Changing the embedding model or chunk settings requires **rebuilding** the vector store (old index is not compatible).

### [local_rag.py](local_rag.py) – `query_with_history`

| What | Where |
|------|--------|
| Default number of chunks retrieved (`k`) | Module-level `RETRIEVAL_K` (overrides: pass `k=` to `query` / `query_with_history`) |
| Extra text appended only to the **FAISS query** (biases retrieval, not the final answer phrasing) | `QUERY_ADDITIONAL_INSTRUCTIONS` (concatenated to the search query before embedding) |
| **Rephrase** prompt (standalone question when there is chat history) | String `rephrase_prompt = f"""..."""` inside `query_with_history` |
| **Answer** prompt – opening instructions only | Module-level `ANSWER_PROMPT` (edit the role / style lines).
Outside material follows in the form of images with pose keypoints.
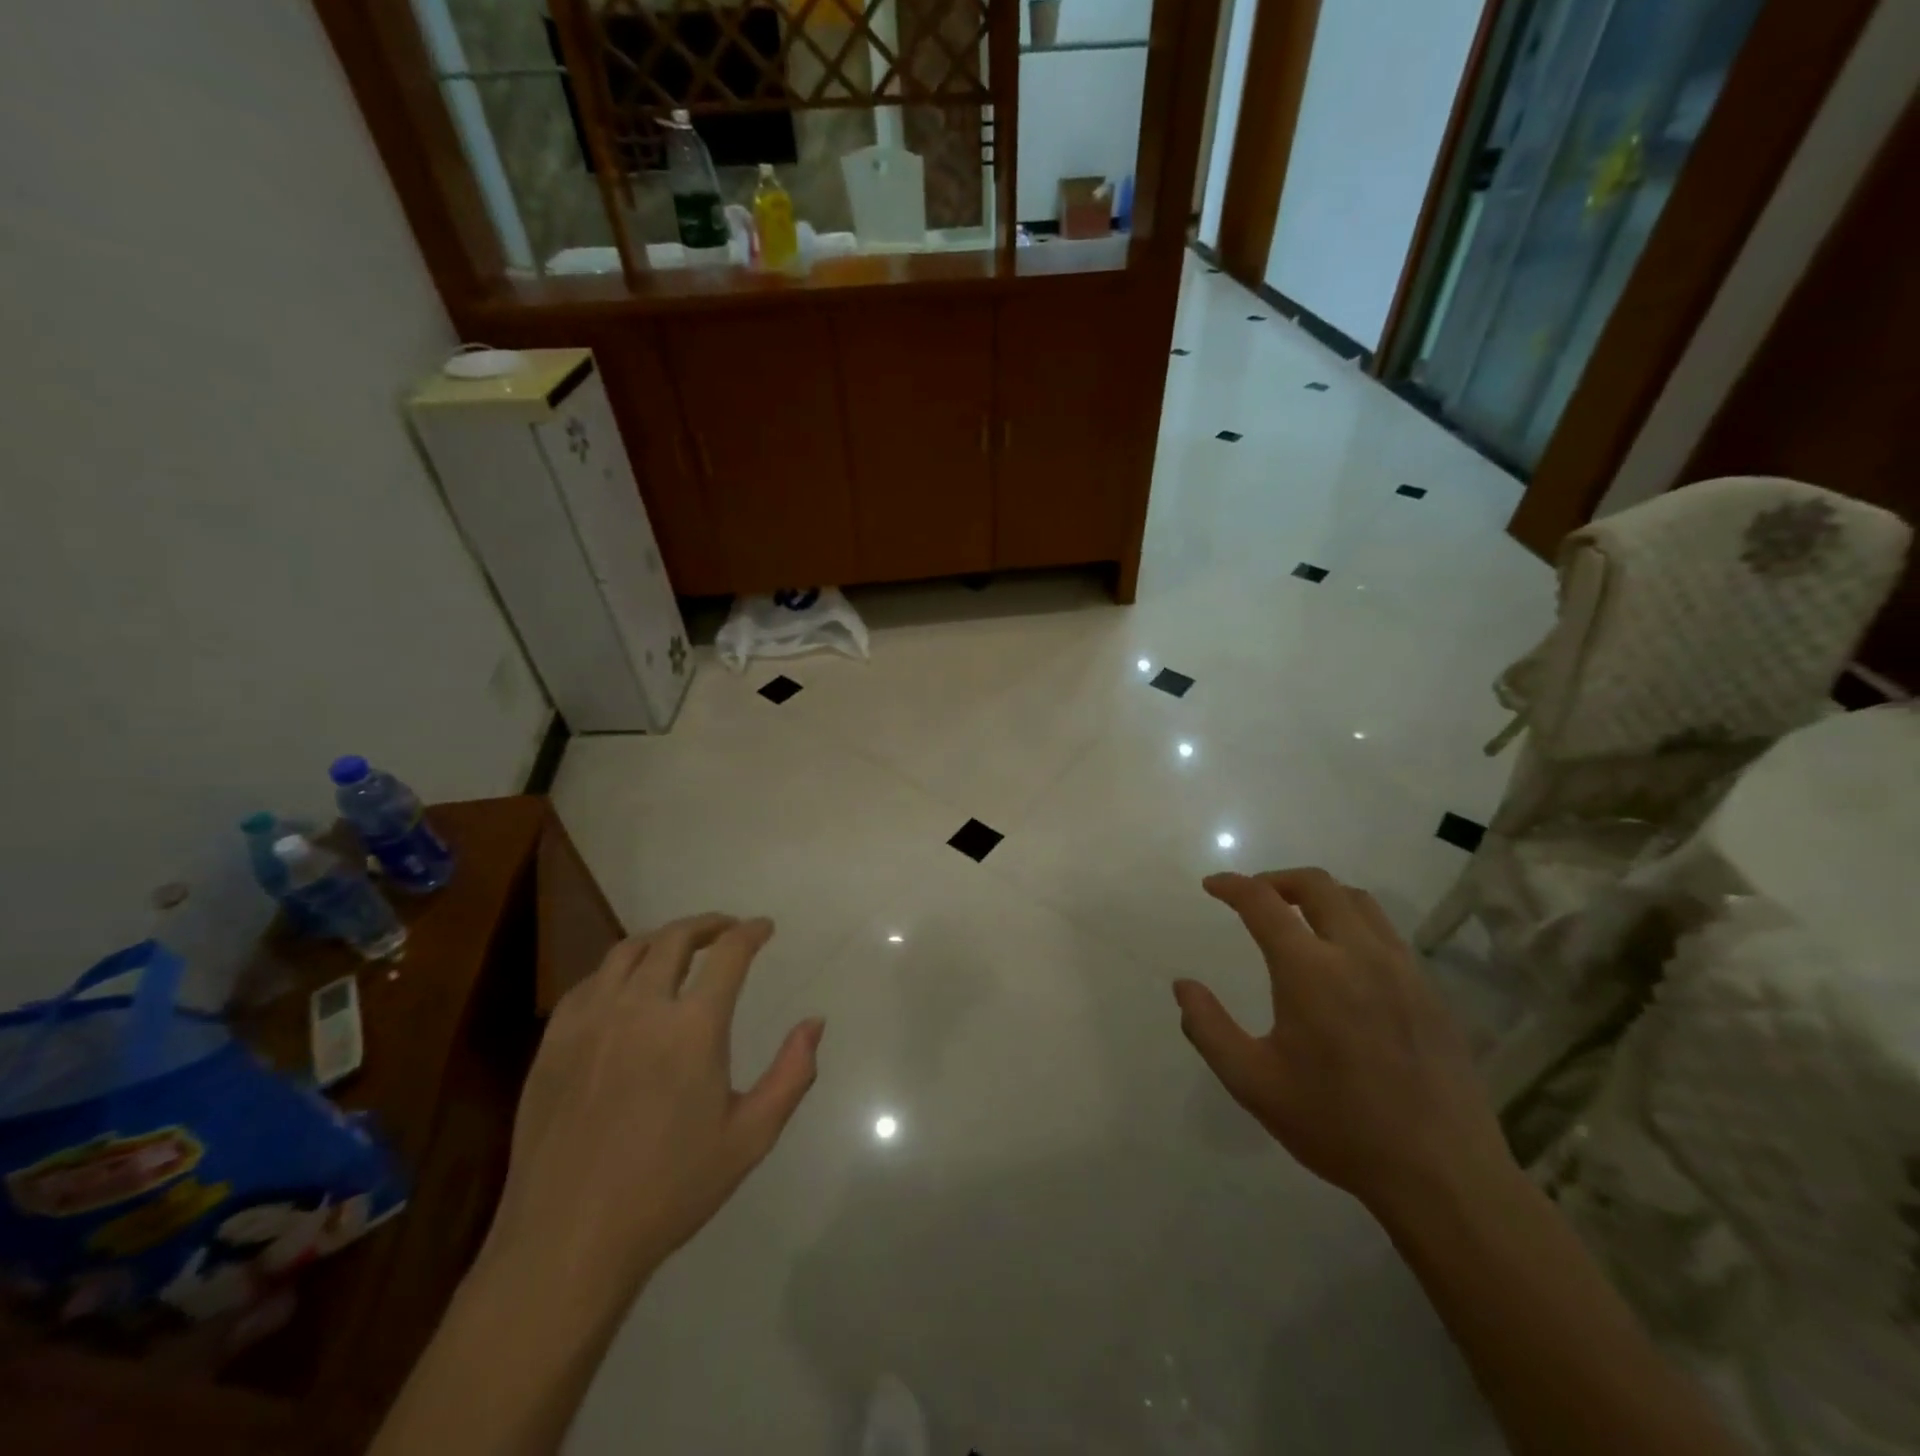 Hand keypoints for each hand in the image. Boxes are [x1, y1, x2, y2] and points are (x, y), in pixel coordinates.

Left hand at [482, 914, 823, 1299]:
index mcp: (692, 1028)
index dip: (750, 932)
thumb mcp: (750, 1138)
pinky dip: (617, 969)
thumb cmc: (670, 1190)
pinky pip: (589, 982)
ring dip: (661, 938)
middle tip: (726, 929)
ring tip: (679, 947)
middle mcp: (640, 1008)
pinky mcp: (554, 1042)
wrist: (568, 1241)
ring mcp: (590, 1021)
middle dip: (708, 924)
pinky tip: (626, 986)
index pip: (728, 954)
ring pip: (627, 951)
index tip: (764, 927)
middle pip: (675, 938)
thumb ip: (792, 1073)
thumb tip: (815, 1022)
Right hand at [1174, 869, 1510, 1218]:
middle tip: (1254, 896)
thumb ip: (1209, 1028)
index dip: (1232, 886)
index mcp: (1309, 971)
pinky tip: (1344, 960)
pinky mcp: (1430, 992)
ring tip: (1298, 917)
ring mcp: (1402, 970)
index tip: (1212, 885)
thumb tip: (1183, 986)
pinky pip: (1387, 933)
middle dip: (1277, 879)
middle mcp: (1358, 954)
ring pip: (1358, 901)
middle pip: (1316, 884)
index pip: (1262, 902)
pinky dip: (1354, 923)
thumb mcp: (1253, 1083)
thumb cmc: (1337, 1125)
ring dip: (1319, 895)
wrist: (1442, 1174)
The block from chat history through `Answer:` is built in `query_with_history` |

### [add_pdfs.py](add_pdfs.py)

| What | Where |
|------|--------|
| Folder to scan for PDFs | `DATA_ROOT = Path("...")` |
| Output vector store folder | `VECTORSTORE_PATH = "./vectorstore"` (keep in sync with `server.py`) |
| Wipe index vs merge | `CLEAR_VECTORSTORE_FIRST = True` (delete and rebuild) or `False` (append to existing index) |

---

## Dependencies (for developers)

See [requirements.txt](requirements.txt) for the full list (LangChain, FAISS, sentence-transformers, FastAPI, uvicorn, etc.).